(What the task requires)
The answer should be each line of the records that contains the word "main"; please copy them all.

──────

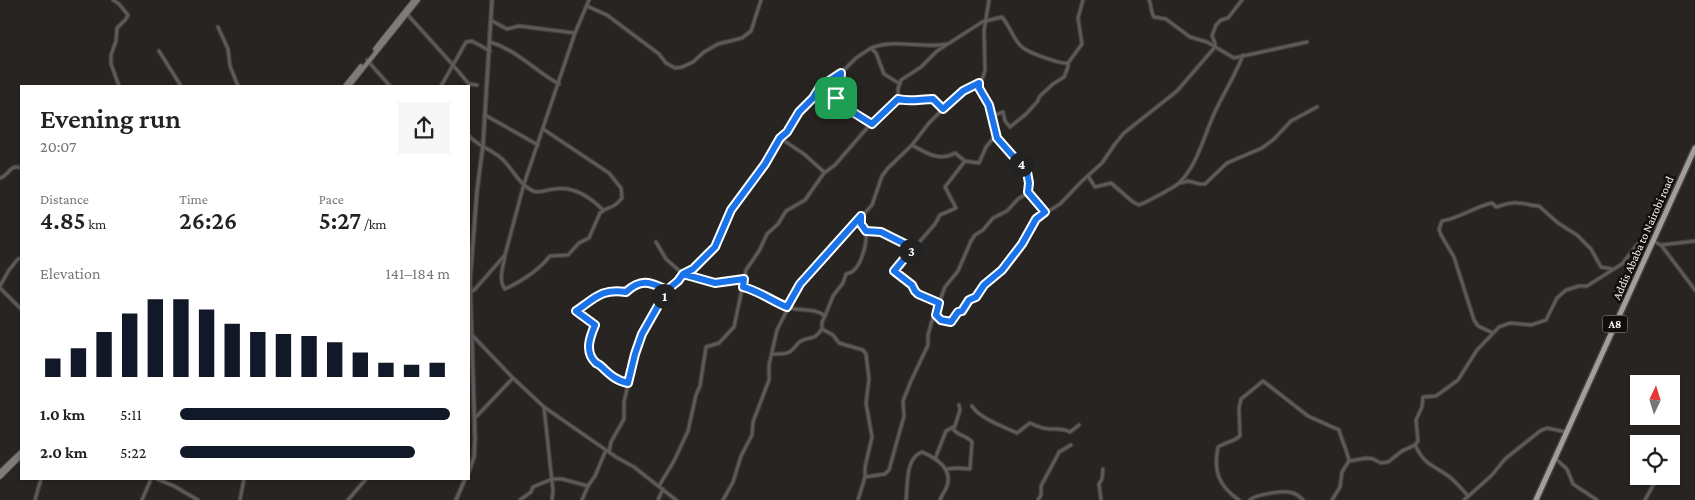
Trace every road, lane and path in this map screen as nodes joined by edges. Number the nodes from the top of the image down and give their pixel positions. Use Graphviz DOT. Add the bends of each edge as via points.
graph roads {
  1 [pos="113,0"];
  2 [pos="416,0"];
  3 [pos="492,0"];
  4 [pos="589,0"];
  5 [pos="762,0"];
  6 [pos="989,0"];
  7 [pos="1083,0"];
  8 [pos="1149,0"];
  9 [pos="1242,0"];
  10 [pos="588,6"];
  11 [pos="406,14"];
  12 [pos="986,20"];
  13 [pos="492,21"];
  14 [pos="218,27"];
  15 [pos="576,33"];
  16 [pos="490,42"];
  17 [pos="1307,42"];
  18 [pos="950,43"];
  19 [pos="1215,47"];
  20 [pos="871,48"];
  21 [pos="159,50"];
  22 [pos="490,52"];
  23 [pos="1243,55"];
  24 [pos="368,60"];
  25 [pos="1068,63"];
  26 [pos="453,65"];
  27 [pos="841,73"];
  28 [pos="979,83"];
  29 [pos="559,84"];
  30 [pos="900,84"];
  31 [pos="119,85"];
  32 [pos="180,85"];
  33 [pos="238,85"];
  34 [pos="348,85"];
  35 [pos="389,85"];
  36 [pos="442,85"];
  37 [pos="477,85"];
  38 [pos="898,99"];
  39 [pos="1317,107"];
  40 [pos="943,109"];
  41 [pos="485,115"];
  42 [pos="992,116"];
  43 [pos="872,124"];
  44 [pos="543,128"];
  45 [pos="996,134"];
  46 [pos="470,137"];
  47 [pos="780,138"];
  48 [pos="538,145"];
  49 [pos="912,145"];
  50 [pos="483,147"];
  51 [pos="1695,148"];
  52 [pos="965,161"];
  53 [pos="20,168"];
  54 [pos="824,173"];
  55 [pos="1088,176"];
  56 [pos="0,178"];
  57 [pos="1179,183"];
  58 [pos="524,184"];
  59 [pos="1028,192"];
  60 [pos="603,210"];
  61 [pos="1045,212"];
  62 [pos="861,216"];
  63 [pos="1663,220"];
  64 [pos="866,231"];
  65 [pos="1653,241"];
  66 [pos="1695,241"];
  67 [pos="656,242"];
  68 [pos="1661,245"];
  69 [pos="913,248"];
  70 [pos="471,253"];
  71 [pos="505,255"];
  72 [pos="20,258"];
  73 [pos="1613,269"];
  74 [pos="683,274"];
  75 [pos="744,279"];
  76 [pos="0,287"];
  77 [pos="743,287"];
  78 [pos="667,290"];
  79 [pos="1695,290"];
  80 [pos="470,293"];
  81 [pos="939,303"];
  82 [pos="787,307"];
  83 [pos="20,308"];
  84 [pos="936,315"];
  85 [pos="825,316"];
  86 [pos="822,330"];
  87 [pos="1493,333"];
  88 [pos="472,335"];
  89 [pos="772,354"];
  90 [pos="513,378"];
  91 [pos="628,383"];
  92 [pos="959,405"];
  93 [pos="544,406"];
  94 [pos="972,406"];
  95 [pos="474,421"];
  96 [pos="470,422"];
  97 [pos="1079,425"];
  98 [pos="953,428"];
  99 [pos="1566,432"];
  100 [pos="1070,445"];
  101 [pos="1415,445"];
  102 [pos="608,451"];
  103 [pos="20,453"];
  104 [pos="20,457"];
  105 [pos="1555,458"];
  106 [pos="935,459"];
  107 [pos="1349,461"];
  108 [pos="470,468"];
  109 [pos="947,469"];
  110 [pos="1103,469"];
  111 [pos="0,472"];
  112 [pos="0,477"];
  113 [pos="866,477"];
  114 [pos="552,479"];
  115 [pos="41,480"];
  116 [pos="151,480"];
  117 [pos="159,480"];
  118 [pos="244,480"];
  119 [pos="365,480"];
  120 [pos="465,480"];
  121 [pos="1653,485"];
  122 [pos="588,486"];
  123 [pos="659,486"];
  124 [pos="663,489"];
  125 [pos="1466,498"];
  126 [pos="35,500"];
  127 [pos="142,500"];
  128 [pos="198,500"];
  129 [pos="240,500"];
  130 [pos="348,500"];
  131 [pos="456,500"];
  132 [pos="520,500"];
  133 [pos="552,500"];
  134 [pos="582,500"];
  135 [pos="658,500"];
  136 [pos="676,500"];
  137 [pos="723,500"];
  138 [pos="858,500"];
  139 [pos="906,500"];
  140 [pos="940,500"];
  141 [pos="1038,500"];
  142 [pos="1101,500"];
  143 [pos="1239,500"];
  144 [pos="1250,500"];
  145 [pos="1303,500"];
  146 [pos="1332,500"];
  147 [pos="1536,500"];
  148 [pos="1597,500"];
  149 [pos="1645,500"];
  1 -- 31 [label="street" via="128,15 117,28 111,55"];
  2 -- 11 [label="main road"];
  2 -- 24 [label="main road"];
  3 -- 13 [label="street"];
  4 -- 10 [label="street"];
  5 -- 10 [label="street" via="751,31 742,38 718,44 693,62 675,68 607,14"];
  6 -- 12 [label="street"];
  7 -- 25 [label="street" via="1078,18 1082,44"];
  8 -- 19 [label="street" via="1154,18 1166,19 1190,37"];
  9 -- 19 [label="street" via="1228,18 1216,25 1212,36"];
  10 -- 15 [label="street"];
  11 -- 24 [label="main road"];
  11 -- 26 [label="street"];
  12 -- 18 [label="street"];
  12 -- 25 [label="street" via="1002,17 1023,48 1055,62"];
  12 -- 28 [label="street" via="985,70"];
  13 -- 15 [label="street" via="507,29 519,26"];
  13 -- 16 [label="street"];
  14 -- 33 [label="street"];
  15 -- 29 [label="street"];
  16 -- 22 [label="street"];
  16 -- 29 [label="street" via="517,54"];
  17 -- 23 [label="street"];
  18 -- 20 [label="street" via="937,46 892,43"];
  18 -- 30 [label="street"];
  19 -- 23 [label="street" via="1234,58"];
  19 -- 55 [label="street" via="1177,91 1124,134"];
  20 -- 27 [label="street"];
  20 -- 30 [label="street" via="884,74"];
  21 -- 32 [label="street"];
  22 -- 26 [label="street" via="472,41 466,42"];
  22 -- 41 [label="street"];
  23 -- 57 [label="street" via="1198,152"];
  24 -- 34 [label="main road"];
  24 -- 35 [label="street"];
  25 -- 42 [label="street" via="1064,77 1040,96 1010,128 1003,112"];
  26 -- 36 [label="street"];
  26 -- 37 [label="street" via="470,84"];
  27 -- 43 [label="street" via="836,98 848,110"];
  27 -- 47 [label="street" via="820,87"];
  28 -- 40 [label="street" via="963,91"];
  28 -- 42 [label="street"];
  29 -- 44 [label="street"];
  30 -- 38 [label="street"];
  38 -- 40 [label="street" via="933,99"];
  38 -- 43 [label="street"];
  39 -- 57 [label="street" via="1291,121 1262,148 1227,163 1206,184"];
  40 -- 49 [label="street"];
  41 -- 48 [label="street"];
  41 -- 50 [label="street"];
  42 -- 45 [label="street"];
  43 -- 54 [label="street"];
  44 -- 48 [label="street"];
  44 -- 60 [label="street" via="616,181 622,198 616,206"];
  45 -- 52 [label="street" via="979,163"];
  45 -- 59 [label="street" via="1027,172"];
  46 -- 50 [label="street"];
  47 -- 54 [label="street"];
  47 -- 74 [label="street" via="731,210 715,247 693,269"];
  48 -- 58 [label="street"];
  49 -- 52 [label="street" via="940,157 955,153"];
  49 -- 62 [label="street" via="882,176 872,205"];
  50 -- 58 [label="street" via="500,157"];
  50 -- 70 [label="street"];
  51 -- 63 [label="highway, Addis Ababa to Nairobi road / A8"];
  52 -- 69 [label="street" via="945,187 956,208 940,215"];
  53 -- 56 [label="street" via="12,168"];
  54 -- 75 [label="street" via="805,200 786,211 767,234"];
  55 -- 57 [label="street" via="1095,187 1111,183 1139,205"];
  55 -- 61 [label="street" via="1060,204"];
  58 -- 60 [label="street" via="538,192 556,188 575,190"];
  58 -- 71 [label="street"];
  59 -- 61 [label="street"];
  59 -- 81 [label="street" via="971,240"];
  60 -- 71 [label="street" via="595,220 589,238 568,254 550,256 528,277 504,289 501,276"];
  61 -- 84 [label="street" via="1036,219 1002,270 969,300 951,322"];
  62 -- 64 [label="street" via="861,224"];
  62 -- 82 [label="street" via="800,284"];
  63 -- 65 [label="highway, Addis Ababa to Nairobi road / A8"];
  63 -- 73 [label="street" via="1622,264"];
  64 -- 69 [label="street" via="881,232"];
  64 -- 85 [label="street" via="861,260 853,271 846,274"];
  65 -- 68 [label="street"];
  65 -- 99 [label="highway, Addis Ababa to Nairobi road / A8"];
  66 -- 68 [label="street"];
  67 -- 74 [label="street" via="666,259"];
  68 -- 79 [label="street"];
  69 -- 81 [label="street" via="894,271 918,294"];
  70 -- 80 [label="street"];
  71 -- 80 [label="street"];
  72 -- 76 [label="street"];
  73 -- 87 [label="street" via="1587,286 1566,290 1556,298 1546,320 1531,325 1510,323"];
  73 -- 87 [label="street" via="1601,267 1591,249 1577,235 1539,206 1509,203 1496,207 1492,203 1442,221 1441,235 1454,257 1474,320 1478,326"];
  74 -- 75 [label="street" via="715,283"];
  74 -- 78 [label="street"];
  75 -- 77 [label="street"];
  76 -- 83 [label="street"];
  77 -- 82 [label="street"];
  77 -- 123 [label="street" via="734,327 719,343 706,346 688,431"];
  78 -- 91 [label="street" via="642,334"];
  78 -- 91 [label="street" via="640,282 626,292 606,291 576,311 595,325 589,346 592,358 608,374"];
  80 -- 88 [label="street"];
  81 -- 84 [label="street"];
  82 -- 85 [label="street" via="815,310"];
  82 -- 89 [label="street" via="774,337"];
  84 -- 113 [label="street" via="928,334 928,345 903,401 904,416 889,470 885,474"];
  85 -- 86 [label="street"];
  86 -- 89 [label="street" via="818,336 798,343 787,353"];
  86 -- 113 [label="street" via="833,335 839,343 863,350 866,354 869,379 866,403 872,438 865,467"];
  87 -- 101 [label="street" via="1477,350 1458,380 1436,396 1423,397 1416,420 1418,441"];
  88 -- 90 [label="street"];
  88 -- 95 [label="street"];
  89 -- 137 [label="street" via="769,380 753,422 752,434"];
  90 -- 93 [label="street"];
  90 -- 95 [label="street"];
  91 -- 102 [label="street" via="624,419"];
  92 -- 98 [label="street"];
  93 -- 102 [label="street"];
  93 -- 114 [label="street"];
  94 -- 97 [label="street" via="990,420 1017,433 1030,423 1070,432"];
  95 -- 96 [label="street"];
  95 -- 108 [label="street" via="474,457"];
  98 -- 106 [label="street" via="945,434"];
  98 -- 109 [label="street" via="972,442 970,469"];
  99 -- 105 [label="highway, Addis Ababa to Nairobi road / A8"];
  99 -- 125 [label="street" via="1547,428 1540,431 1505,459"];
  100 -- 141 [label="street" via="1059,452"];
  101 -- 107 [label="street" via="1388,462 1367,458"];
  101 -- 125 [label="street" via="1428,464 1444,473"];
  102 -- 122 [label="street"];
  102 -- 123 [label="street"];
  103 -- 111 [label="main road"];
  104 -- 112 [label="main road"];
  105 -- 147 [label="highway, Addis Ababa to Nairobi road / A8"];
  105 -- 148 [label="street" via="1567,469 1573,484"];
  106 -- 109 [label="street"];
  106 -- 139 [label="street" via="922,452 914,457 909,467"];
  107 -- 143 [label="street" via="1338,430 1308,416 1263,381 1241,399 1240,436 1218,447 1217,470 1222,486"];
  107 -- 146 [label="street"];
  109 -- 140 [label="street" via="947,485"];
  110 -- 142 [label="street" via="1099,484"];
  113 -- 138 [label="street"];
  114 -- 122 [label="street"];
  114 -- 132 [label="street" via="533,487"];
  114 -- 133 [label="street"];
  115 -- 126 [label="street"];
  116 -- 127 [label="street"];
  117 -- 128 [label="street"];
  118 -- 129 [label="street"];
  119 -- 130 [label="street"];
  120 -- 131 [label="street"];
  121 -- 149 [label="street"];
  122 -- 134 [label="street"];
  123 -- 124 [label="street"];
  124 -- 135 [label="street"];
  124 -- 136 [label="street"];
  144 -- 145 [label="street" via="1284,492 1293,493"];
}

──────

(Expected output)
  2 -- 11 [label="main road"];
  2 -- 24 [label="main road"];
  11 -- 24 [label="main road"];
  24 -- 34 [label="main road"];
  103 -- 111 [label="main road"];
  104 -- 112 [label="main road"];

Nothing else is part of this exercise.